The search for cytotoxic agents from marine natural products ultimately led to the production of eribulin, which is a synthetic macrocyclic ketone analog of halichondrin B. Eribulin binds to tubulin to induce mitotic arrest and gained approval in Japan in May 2010; it was approved by the US Food and Drug Administration in November 2010 and the European Medicines Agency in March 2011 and was reimbursed by the Taiwan National Health Insurance in December 2014 for patients with metastatic breast cancer who had received at least one anthracycline and one taxane. The recommended regimen for eribulin mesylate comprises intravenous administration of 1.4 mg/m2 (equivalent to 1.23 mg/m2 eribulin) over two to five minutes on days 1 and 8 of a three-week cycle.
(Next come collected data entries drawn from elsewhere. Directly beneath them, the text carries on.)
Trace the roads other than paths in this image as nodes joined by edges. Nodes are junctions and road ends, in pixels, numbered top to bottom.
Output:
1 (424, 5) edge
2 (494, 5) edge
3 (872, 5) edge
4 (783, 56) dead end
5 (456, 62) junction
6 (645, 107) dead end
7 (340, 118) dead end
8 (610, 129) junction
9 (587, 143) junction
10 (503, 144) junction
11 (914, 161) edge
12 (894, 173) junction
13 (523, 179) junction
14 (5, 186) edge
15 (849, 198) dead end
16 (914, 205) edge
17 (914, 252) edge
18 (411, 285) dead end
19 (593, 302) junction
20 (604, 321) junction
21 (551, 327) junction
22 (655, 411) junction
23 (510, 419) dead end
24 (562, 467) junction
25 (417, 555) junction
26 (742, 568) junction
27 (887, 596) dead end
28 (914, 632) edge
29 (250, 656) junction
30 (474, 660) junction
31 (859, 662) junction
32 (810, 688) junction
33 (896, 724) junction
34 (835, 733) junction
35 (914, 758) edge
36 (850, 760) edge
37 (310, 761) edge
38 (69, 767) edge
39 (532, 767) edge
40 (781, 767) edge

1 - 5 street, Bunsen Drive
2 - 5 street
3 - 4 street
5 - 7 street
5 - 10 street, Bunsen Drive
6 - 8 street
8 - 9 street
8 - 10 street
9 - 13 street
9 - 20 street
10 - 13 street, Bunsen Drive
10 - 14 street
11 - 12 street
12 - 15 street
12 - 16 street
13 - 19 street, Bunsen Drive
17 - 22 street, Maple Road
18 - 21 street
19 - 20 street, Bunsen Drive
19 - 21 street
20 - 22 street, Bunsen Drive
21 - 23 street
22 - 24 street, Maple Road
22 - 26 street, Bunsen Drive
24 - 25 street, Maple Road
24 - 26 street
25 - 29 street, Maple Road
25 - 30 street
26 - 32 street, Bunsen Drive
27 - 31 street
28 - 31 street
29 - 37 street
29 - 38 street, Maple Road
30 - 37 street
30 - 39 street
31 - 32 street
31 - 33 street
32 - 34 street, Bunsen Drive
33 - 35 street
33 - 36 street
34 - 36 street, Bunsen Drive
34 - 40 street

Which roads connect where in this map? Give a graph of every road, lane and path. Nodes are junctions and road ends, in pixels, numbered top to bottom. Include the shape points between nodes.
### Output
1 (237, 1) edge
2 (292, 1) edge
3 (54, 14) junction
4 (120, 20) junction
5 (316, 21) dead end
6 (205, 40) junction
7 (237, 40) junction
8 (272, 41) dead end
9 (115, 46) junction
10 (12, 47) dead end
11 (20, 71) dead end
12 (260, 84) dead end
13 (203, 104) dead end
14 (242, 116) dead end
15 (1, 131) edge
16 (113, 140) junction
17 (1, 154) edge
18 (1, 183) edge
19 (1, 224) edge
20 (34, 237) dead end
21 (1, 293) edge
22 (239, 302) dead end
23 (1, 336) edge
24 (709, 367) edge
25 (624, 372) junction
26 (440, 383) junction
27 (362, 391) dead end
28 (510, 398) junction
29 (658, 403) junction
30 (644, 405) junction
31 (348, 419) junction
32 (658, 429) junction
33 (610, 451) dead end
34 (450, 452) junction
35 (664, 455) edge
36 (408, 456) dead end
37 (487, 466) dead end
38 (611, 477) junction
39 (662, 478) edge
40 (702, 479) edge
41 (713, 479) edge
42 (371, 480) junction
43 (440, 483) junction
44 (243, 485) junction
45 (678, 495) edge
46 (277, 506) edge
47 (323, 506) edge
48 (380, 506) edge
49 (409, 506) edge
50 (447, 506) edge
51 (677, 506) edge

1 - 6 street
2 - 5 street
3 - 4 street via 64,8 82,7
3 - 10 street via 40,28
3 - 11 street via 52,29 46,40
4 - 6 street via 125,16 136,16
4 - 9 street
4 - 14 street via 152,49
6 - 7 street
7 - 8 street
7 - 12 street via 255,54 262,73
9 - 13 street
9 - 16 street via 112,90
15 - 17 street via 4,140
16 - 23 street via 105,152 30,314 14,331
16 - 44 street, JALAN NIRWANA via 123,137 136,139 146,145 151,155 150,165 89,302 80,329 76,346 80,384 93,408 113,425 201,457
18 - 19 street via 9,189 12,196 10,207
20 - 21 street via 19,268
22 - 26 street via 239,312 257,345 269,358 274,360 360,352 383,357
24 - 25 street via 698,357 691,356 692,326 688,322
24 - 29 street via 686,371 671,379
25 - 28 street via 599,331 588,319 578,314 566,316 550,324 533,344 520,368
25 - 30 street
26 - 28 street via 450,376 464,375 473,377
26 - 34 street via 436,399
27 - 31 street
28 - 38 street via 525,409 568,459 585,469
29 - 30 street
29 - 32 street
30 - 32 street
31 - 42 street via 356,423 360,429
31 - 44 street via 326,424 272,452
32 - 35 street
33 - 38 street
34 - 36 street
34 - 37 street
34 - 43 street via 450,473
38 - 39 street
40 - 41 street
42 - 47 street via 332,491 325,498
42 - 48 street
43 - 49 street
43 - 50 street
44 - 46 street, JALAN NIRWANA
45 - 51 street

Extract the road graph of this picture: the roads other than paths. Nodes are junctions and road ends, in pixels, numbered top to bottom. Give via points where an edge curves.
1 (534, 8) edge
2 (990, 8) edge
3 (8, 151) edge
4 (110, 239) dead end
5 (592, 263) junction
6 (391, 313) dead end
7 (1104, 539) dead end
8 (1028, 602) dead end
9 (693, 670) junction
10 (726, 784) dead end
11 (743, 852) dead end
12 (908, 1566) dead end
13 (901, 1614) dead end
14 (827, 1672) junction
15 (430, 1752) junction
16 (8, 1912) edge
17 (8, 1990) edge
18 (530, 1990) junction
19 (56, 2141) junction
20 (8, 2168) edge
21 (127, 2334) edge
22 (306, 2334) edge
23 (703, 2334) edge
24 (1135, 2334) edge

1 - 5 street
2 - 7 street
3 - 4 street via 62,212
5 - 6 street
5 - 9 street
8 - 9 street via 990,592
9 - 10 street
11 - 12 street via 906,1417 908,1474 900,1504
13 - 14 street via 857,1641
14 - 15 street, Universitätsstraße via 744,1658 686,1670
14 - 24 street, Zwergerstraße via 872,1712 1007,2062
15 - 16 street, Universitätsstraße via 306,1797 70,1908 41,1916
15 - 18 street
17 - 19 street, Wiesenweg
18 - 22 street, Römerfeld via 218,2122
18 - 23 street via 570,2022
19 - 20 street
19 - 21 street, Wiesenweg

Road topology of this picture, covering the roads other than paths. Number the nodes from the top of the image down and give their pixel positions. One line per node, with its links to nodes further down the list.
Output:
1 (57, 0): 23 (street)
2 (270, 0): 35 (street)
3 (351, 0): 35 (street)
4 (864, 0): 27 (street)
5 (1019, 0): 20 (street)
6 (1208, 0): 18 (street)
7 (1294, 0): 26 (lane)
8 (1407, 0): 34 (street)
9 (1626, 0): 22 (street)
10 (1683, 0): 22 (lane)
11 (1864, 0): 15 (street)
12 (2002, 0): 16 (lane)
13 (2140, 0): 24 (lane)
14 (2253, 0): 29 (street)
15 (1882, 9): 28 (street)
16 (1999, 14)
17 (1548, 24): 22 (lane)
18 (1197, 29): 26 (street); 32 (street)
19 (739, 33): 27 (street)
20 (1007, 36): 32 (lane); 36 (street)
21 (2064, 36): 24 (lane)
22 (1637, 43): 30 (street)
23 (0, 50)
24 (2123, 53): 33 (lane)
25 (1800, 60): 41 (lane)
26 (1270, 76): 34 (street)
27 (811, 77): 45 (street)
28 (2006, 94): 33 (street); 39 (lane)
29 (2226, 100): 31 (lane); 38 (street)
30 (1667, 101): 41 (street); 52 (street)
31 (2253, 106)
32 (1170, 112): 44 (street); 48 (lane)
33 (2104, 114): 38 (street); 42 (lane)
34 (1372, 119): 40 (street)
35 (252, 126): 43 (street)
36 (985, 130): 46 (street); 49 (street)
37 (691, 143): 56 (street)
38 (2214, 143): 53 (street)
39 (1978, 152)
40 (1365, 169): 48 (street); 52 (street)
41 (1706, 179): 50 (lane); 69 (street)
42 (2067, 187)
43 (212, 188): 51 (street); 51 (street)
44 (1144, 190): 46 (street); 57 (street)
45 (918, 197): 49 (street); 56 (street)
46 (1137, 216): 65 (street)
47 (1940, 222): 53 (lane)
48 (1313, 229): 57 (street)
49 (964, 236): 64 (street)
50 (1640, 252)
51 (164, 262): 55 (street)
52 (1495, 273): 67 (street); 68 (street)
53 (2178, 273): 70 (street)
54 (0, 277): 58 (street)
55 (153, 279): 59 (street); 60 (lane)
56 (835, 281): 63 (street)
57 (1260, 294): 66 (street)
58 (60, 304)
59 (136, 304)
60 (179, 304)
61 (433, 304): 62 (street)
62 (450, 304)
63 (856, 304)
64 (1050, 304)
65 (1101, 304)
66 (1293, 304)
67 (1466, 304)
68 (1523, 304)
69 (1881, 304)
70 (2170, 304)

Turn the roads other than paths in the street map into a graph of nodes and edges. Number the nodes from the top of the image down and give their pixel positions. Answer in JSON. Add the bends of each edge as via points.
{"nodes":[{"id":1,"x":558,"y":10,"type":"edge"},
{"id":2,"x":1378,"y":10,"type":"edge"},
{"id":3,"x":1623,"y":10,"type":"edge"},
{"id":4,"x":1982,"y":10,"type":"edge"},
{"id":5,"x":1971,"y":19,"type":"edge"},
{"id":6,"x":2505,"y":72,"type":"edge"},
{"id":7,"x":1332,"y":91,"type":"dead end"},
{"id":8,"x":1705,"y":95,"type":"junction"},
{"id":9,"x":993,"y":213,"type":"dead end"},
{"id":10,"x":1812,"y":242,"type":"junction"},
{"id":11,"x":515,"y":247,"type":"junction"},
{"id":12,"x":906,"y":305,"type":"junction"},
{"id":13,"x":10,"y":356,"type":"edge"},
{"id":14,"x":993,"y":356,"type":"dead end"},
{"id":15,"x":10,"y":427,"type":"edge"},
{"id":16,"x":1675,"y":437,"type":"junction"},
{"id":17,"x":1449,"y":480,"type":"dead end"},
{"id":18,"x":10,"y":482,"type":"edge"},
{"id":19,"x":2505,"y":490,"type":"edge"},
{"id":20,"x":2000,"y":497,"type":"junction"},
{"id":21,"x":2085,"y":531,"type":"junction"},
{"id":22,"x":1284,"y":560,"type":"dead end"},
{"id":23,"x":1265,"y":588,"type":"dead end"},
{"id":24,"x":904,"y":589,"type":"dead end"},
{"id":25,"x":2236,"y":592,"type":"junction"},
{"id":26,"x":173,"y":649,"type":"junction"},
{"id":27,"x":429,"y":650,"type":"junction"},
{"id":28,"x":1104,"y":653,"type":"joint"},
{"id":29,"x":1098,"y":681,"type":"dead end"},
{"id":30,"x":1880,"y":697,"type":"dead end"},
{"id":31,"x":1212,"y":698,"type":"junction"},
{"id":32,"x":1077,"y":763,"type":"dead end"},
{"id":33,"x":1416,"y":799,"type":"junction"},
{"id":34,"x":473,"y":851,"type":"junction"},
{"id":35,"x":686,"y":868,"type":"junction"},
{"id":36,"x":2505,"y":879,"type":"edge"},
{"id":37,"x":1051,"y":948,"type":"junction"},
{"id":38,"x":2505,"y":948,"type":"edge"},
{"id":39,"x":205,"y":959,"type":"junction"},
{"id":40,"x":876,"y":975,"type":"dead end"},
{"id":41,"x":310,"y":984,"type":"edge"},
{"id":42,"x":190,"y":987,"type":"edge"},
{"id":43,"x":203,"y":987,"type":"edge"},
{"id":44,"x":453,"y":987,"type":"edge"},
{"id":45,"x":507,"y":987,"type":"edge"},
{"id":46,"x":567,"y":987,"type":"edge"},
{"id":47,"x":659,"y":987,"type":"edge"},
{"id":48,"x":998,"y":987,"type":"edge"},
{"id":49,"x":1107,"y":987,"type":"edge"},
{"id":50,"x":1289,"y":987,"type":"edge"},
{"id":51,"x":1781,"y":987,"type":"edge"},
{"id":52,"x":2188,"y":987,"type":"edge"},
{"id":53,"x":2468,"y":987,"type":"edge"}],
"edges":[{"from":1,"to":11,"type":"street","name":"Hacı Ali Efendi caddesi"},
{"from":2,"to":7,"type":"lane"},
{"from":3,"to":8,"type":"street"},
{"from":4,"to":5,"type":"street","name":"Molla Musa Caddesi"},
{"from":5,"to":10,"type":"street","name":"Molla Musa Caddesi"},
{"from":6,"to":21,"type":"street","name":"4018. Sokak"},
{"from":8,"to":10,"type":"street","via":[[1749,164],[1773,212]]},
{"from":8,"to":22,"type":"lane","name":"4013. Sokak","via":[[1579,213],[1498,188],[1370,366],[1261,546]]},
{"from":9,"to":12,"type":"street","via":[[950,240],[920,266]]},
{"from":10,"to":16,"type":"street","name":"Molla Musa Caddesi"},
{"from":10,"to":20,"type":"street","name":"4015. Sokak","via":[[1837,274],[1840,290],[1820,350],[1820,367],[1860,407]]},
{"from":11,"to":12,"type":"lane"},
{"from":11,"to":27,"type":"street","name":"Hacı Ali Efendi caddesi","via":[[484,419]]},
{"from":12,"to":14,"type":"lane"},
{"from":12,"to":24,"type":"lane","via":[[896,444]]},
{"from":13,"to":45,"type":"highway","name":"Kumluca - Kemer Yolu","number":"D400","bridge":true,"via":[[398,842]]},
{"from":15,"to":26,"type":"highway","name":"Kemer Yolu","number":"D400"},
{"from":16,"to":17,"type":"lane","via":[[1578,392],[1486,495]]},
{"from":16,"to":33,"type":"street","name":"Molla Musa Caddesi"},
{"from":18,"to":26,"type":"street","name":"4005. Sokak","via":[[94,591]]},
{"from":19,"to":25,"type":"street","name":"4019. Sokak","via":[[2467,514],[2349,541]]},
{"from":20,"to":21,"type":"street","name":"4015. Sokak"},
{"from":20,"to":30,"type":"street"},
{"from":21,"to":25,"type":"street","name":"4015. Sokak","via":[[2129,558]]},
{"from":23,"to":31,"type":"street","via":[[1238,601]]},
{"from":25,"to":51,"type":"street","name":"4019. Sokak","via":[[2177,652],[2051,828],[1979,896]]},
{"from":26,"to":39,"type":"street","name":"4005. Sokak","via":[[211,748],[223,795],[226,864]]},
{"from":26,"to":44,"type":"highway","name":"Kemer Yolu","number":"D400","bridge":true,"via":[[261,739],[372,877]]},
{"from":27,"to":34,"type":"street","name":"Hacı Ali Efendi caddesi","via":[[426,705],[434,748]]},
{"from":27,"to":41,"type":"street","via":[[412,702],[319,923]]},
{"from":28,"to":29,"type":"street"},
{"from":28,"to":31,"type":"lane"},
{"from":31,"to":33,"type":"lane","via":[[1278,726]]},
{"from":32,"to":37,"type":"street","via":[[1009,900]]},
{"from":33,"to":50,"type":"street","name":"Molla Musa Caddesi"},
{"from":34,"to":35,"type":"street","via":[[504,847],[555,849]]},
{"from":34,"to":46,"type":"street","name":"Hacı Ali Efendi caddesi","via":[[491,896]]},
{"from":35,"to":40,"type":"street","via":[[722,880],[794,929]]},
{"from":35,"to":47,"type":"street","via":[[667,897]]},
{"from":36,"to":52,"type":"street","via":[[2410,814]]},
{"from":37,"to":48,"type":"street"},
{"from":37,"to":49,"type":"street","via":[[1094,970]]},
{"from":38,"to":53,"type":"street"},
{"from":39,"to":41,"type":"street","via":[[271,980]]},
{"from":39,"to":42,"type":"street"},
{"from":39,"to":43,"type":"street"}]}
Since 2011, various clinical investigations of eribulin monotherapy with dose or schedule modifications, combined use with other antineoplastic therapeutics, or head-to-head comparisons with specific agents have been performed in the management of advanced breast cancer. Ethnic-specific data from Japan and Korea indicate higher rates (>85%) of grade 3 or 4 neutropenia. Some anecdotal evidence suggests that eribulin can shrink brain and retinal metastases, which warrants further detailed studies. In this review, current observations of the effects of eribulin monotherapy are summarized and eribulin-backbone combination (bio-) chemotherapy is investigated.